I have to chmod 777 /dev/ttyUSB0 in order to get the printer working (Even if a run the commands with sudo).
I'm getting acceptable results (text is not at the center) with the option media=B8
lp -d tm-t20 -o media=B8 document.ps
I also tried with
lp -d tm-t20 -o media=Custom.80x90mm document.ps
But the printer doesn't print and the job appears as completed at the cups web interface.
If I try with
lp -d tm-t20 -o media=Custom.200x190 document.ps
The printer prints (not correctly centered, I guess that I need to try with different values until I get the desired result). The paper dimensions in dots are in this site: http://paulbourke.net/dataformats/postscript/
The printer isn't cutting the paper, I dont know how to give that option (print and cut the paper).

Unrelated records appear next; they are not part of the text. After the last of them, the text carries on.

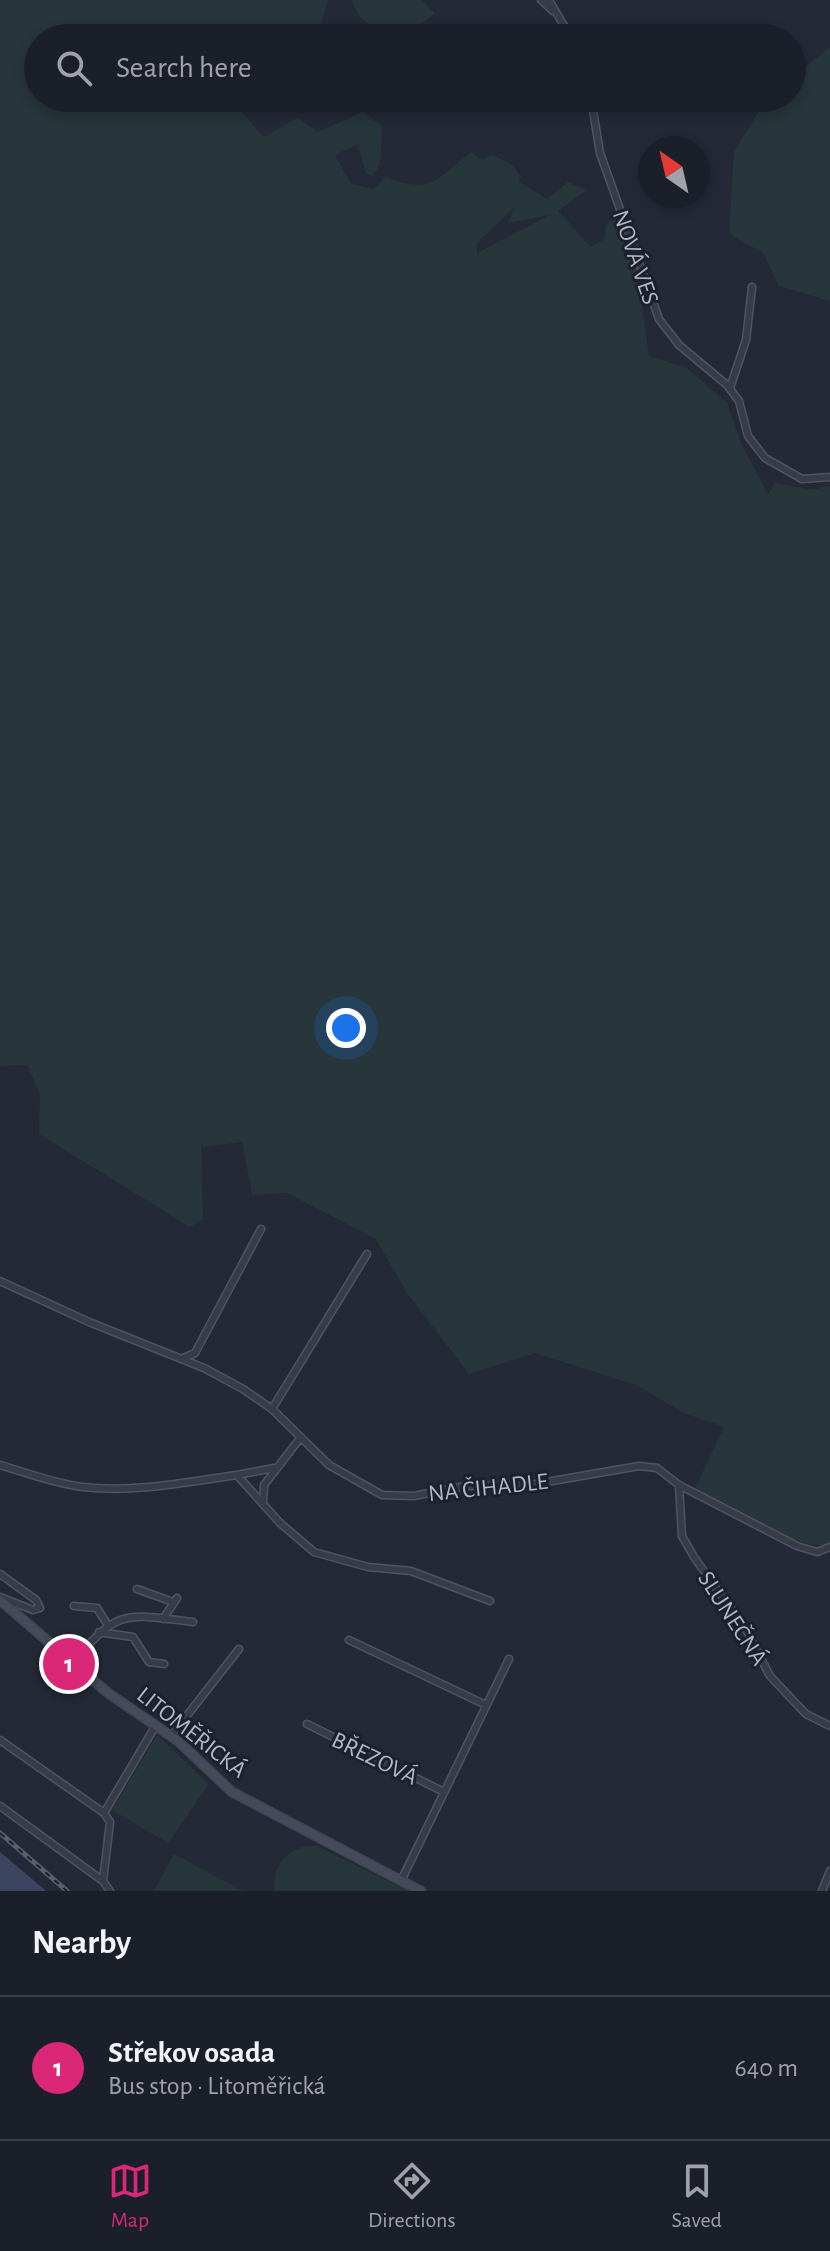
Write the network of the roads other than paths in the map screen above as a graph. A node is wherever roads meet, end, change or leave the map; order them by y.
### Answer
1 (541, 0) edge
2 (549, 0) edge
3 (554, 12) junction
4 (562, 24) edge
5 (593, 112) edge
6 (752, 287) dead end
7 (730, 389) junction
8 (830, 477) edge
9 (261, 1229) dead end
10 (367, 1254) dead end
11 (0, 1281) edge
12 (181, 1359) junction
13 (272, 1409) junction
14 (301, 1437) junction
15 (0, 1465) edge
16 (274, 1468) junction
17 (237, 1475) junction
18 (679, 1485) junction
19 (263, 1504) junction
20 (830, 1547) edge
21 (0, 1574) edge
22 (137, 1589) dead end
23 (0, 1598) edge
24 (490, 1601) dead end
25 (74, 1606) dead end
26 (163, 1619) junction
27 (193, 1622) dead end
28 (107, 1624) junction
29 (99, 1632) junction
30 (349, 1640) dead end
31 (239, 1649) dead end
32 (509, 1659) dead end
33 (71, 1663) junction
34 (164, 1664) dead end
35 (486, 1705) junction
36 (307, 1724) dead end
37 (156, 1725) junction
38 (830, 1726) edge
39 (171, 1736) junction
40 (0, 1740) edge
41 (444, 1792) junction
42 (0, 1806) edge
43 (104, 1813) junction
44 (830, 1871) edge
45 (103, 1881) junction
46 (401, 1881) junction
47 (110, 1891) edge
48 (421, 1891) edge
49 (822, 1891) edge

1 - 3 street
2 - 3 street
3 - 4 street
5 - 7 street, NOVÁ VES
6 - 7 street
7 - 8 street, NOVÁ VES
9 - 12 street
10 - 13 street
11 - 12 street, NA ČIHADLE
12 - 13 street, NA ČIHADLE
13 - 14 street, NA ČIHADLE
14 - 16 street
14 - 18 street, NA ČIHADLE
15 - 17 street
16 - 17 street
16 - 19 street
17 - 19 street
18 - 20 street, NA ČIHADLE
18 - 38 street, SLUNEČNÁ
19 - 24 street
21 - 23 street
22 - 26 street
23 - 33 main road, LITOMĚŘICKÁ
25 - 28 street
26 - 27 street
26 - 28 street
28 - 29 street
29 - 33 street
29 - 34 street
30 - 35 street
31 - 39 street
32 - 35 street, BŘEZOVÁ
33 - 37 main road, LITOMĚŘICKÁ
35 - 41 street, BŘEZOVÁ
36 - 41 street, BŘEZOVÁ
37 - 39 main road, LITOMĚŘICKÁ
37 - 43 street
39 - 46 main road, LITOMĚŘICKÁ
40 - 43 street
41 - 46 street, BŘEZOVÁ
42 - 45 street
43 - 45 street
44 - 49 street
45 - 47 street
46 - 48 main road, LITOMĚŘICKÁ

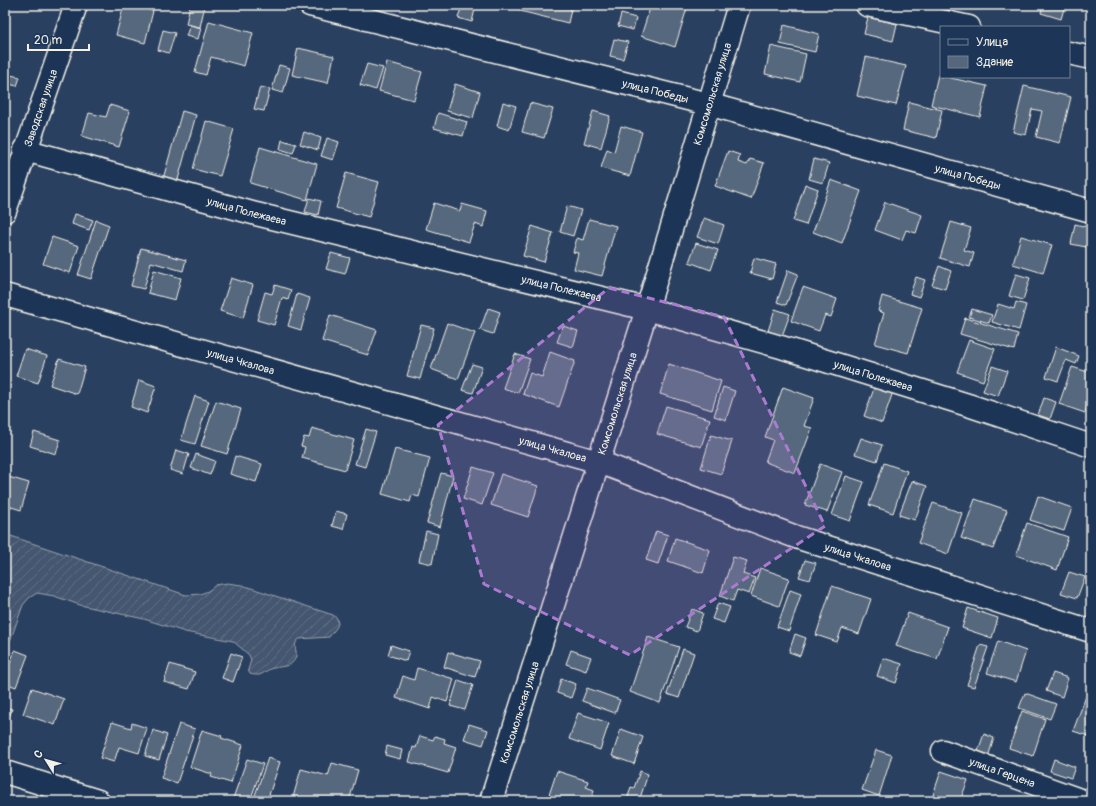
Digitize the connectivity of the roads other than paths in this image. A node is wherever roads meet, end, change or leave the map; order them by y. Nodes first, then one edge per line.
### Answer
1 (76, 5) edge
2 (310, 5) edge
3 (739, 5) edge
4 (867, 5) edge
5 (965, 26) edge
6 (1070, 53) edge
7 (1091, 58) edge
8 (708, 104) junction
9 (25, 150) junction
10 (5, 211) edge
11 (1091, 211) edge
12 (5, 295) edge
13 (647, 309) junction
14 (1091, 446) edge
15 (599, 462) junction
16 (1091, 631) edge
17 (943, 751) dead end
18 (5, 772) edge
19 (98, 801) edge
20 (491, 801) edge
21 (1083, 801) edge

1 - 9 street, Заводская улица
2 - 8 street, улица Победы
3 - 8 street, Комсомольская улица
4 - 5 street
6 - 7 street
8 - 11 street, улица Победы
8 - 13 street, Комсомольская улица
9 - 10 street, Заводская улица
9 - 13 street, улица Полежаева
12 - 15 street, улица Чкалова
13 - 14 street, улица Полежаева
13 - 15 street, Комсомольская улица
15 - 16 street, улица Чкалова
15 - 20 street, Комсомольская улица
17 - 21 street, улица Герцена
18 - 19 street

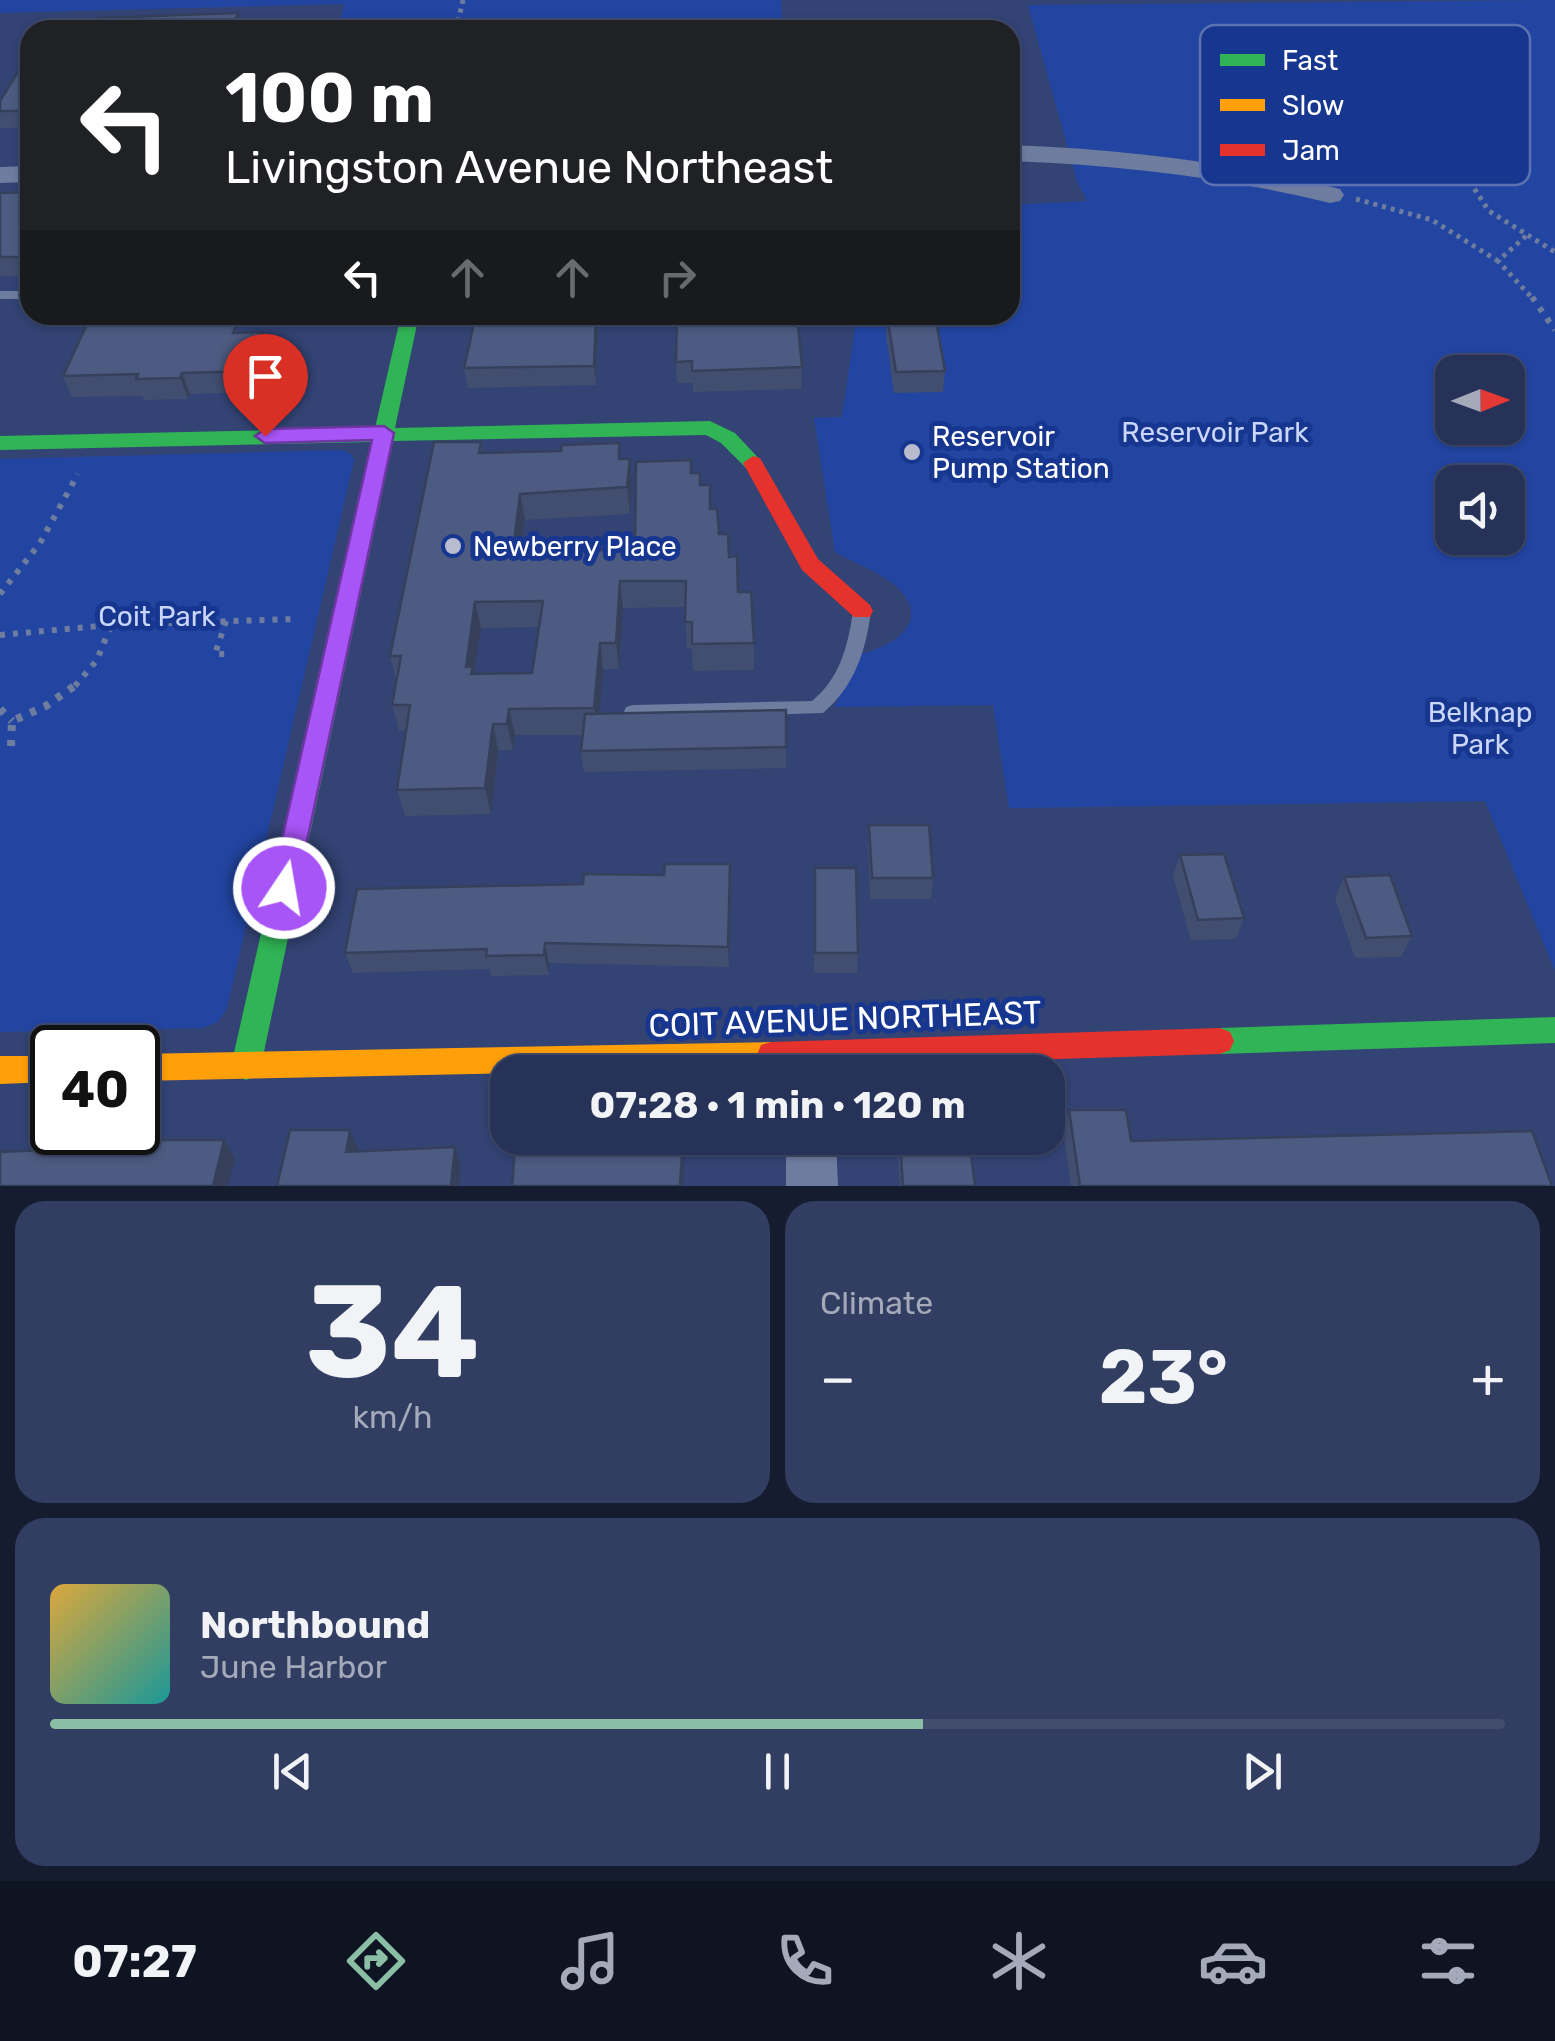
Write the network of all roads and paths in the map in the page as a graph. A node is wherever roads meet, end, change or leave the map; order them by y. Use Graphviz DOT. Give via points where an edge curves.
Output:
graph roads {
  1 [pos="1020,153"];
  2 [pos="1200,169"];
  3 [pos="1283,185"];
  4 [pos="1324,185"];
  5 [pos="1472,185"];
  6 [pos="1320,192"];
  7 [pos="1526,236"];
  8 [pos="1555,252"];
  9 [pos="1498,260"];
  10 [pos="408,325"];
  11 [pos="1555,330"];
  12 [pos="384,433"];
  13 [pos="0,443"];
  14 [pos="80,470"];
  15 [pos="0,594"];
  16 [pos="862,611"];
  17 [pos="295,619"];
  18 [pos="226,621"];
  19 [pos="111,625"];
  20 [pos="0,635"];
  21 [pos="232,654"];
  22 [pos="0,709"];
  23 [pos="633,712"];
  24 [pos="12,721"];
  25 [pos="11,746"];
  26 [pos="1555,1030"];
  27 [pos="991,1055"];
  28 [pos="490,1065"];
  29 [pos="246,1066"];
  30 [pos="160,1068"];
  31 [pos="30,1069"];
  32 [pos="0,1070"];
  33 [pos="812,1155"];
  34 [pos="812,1186"];
  1 -- 2 [label="street"];
  3 -- 6 [label="street"];
  4 -- 6 [label="lane"];
  5 -- 7 [label="path" via="1489,211"];
  6 -- 9 [label="path" via="1422,214"];
  7 -- 8 [label="path"];
  7 -- 9 [label="path"];
  9 -- 11 [label="path"];
  10 -- 12 [label="street"];
  12 -- 13 [label="street"];
  12 -- 16 [label="street" via="724,433 746,452 812,566"];
  12 -- 29 [label="street"];
  14 -- 15 [label="path" via="40,543"];
  16 -- 23 [label="lane" via="852,659 834,692 816,708"];
  17 -- 18 [label="path"];
  18 -- 19 [label="path"];
  18 -- 21 [label="path" via="215,654"];
  19 -- 20 [label="path"];
  19 -- 24 [label="path" via="85,680 52,705"];
  22 -- 24 [label="path"];
  24 -- 25 [label="path"];
  26 -- 27 [label="street, COIT AVENUE NORTHEAST"];
  28 -- 29 [label="street, COIT AVENUE NORTHEAST"];
  29 -- 30 [label="street, COIT AVENUE NORTHEAST"];
  31 -- 32 [label="street"];
  33 -- 34 [label="street"];
}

The options accepted by the printer are:
lpoptions -p tm-t20 -l
PageSize/Media Size: *RP80x297 RP58x297 Custom.WIDTHxHEIGHT
Resolution/Resolution: *203x203dpi
TmtSpeed/Printing Speed: *Auto 1 2 3 4
TmtPaperReduction/Paper Reduction: Off Top *Bottom Both
TmtPaperSource/Paper Source: *DocFeedCut DocFeedNoCut DocNoFeedCut DocNoFeedNoCut PageFeedCut PageFeedNoCut PageNoFeedCut
TmtBuzzerControl/Buzzer: *Off Before After
TmtSoundPattern/Sound Pattern: *A B C D E
TmtBuzzerRepeat/Buzzer Repeat: *1 2 3 5
TmtDrawer1/Cash Drawer #1: *Off Before After
How to make the printer print and cut the paper? I need to do it from the console, to use it from a custom C++ program. If you have any other experience with this kinds of printers under Linux, please give me some advice. My goal is to use the printer from a C++ program, I didn't find a fast way to do it (sending directly ESC/POS commands to the printer, there isn't official documentation to do it under Linux), so I'm working with CUPS from the console.
Paper CUT SOLVED:
lp -d tm-t20 -o media=Custom.200x258 -o source=DocFeedCut document.ps
I don't know why it works, because as is shown in the options DocFeedCut is the default option.
Now I just will try to center correctly the text.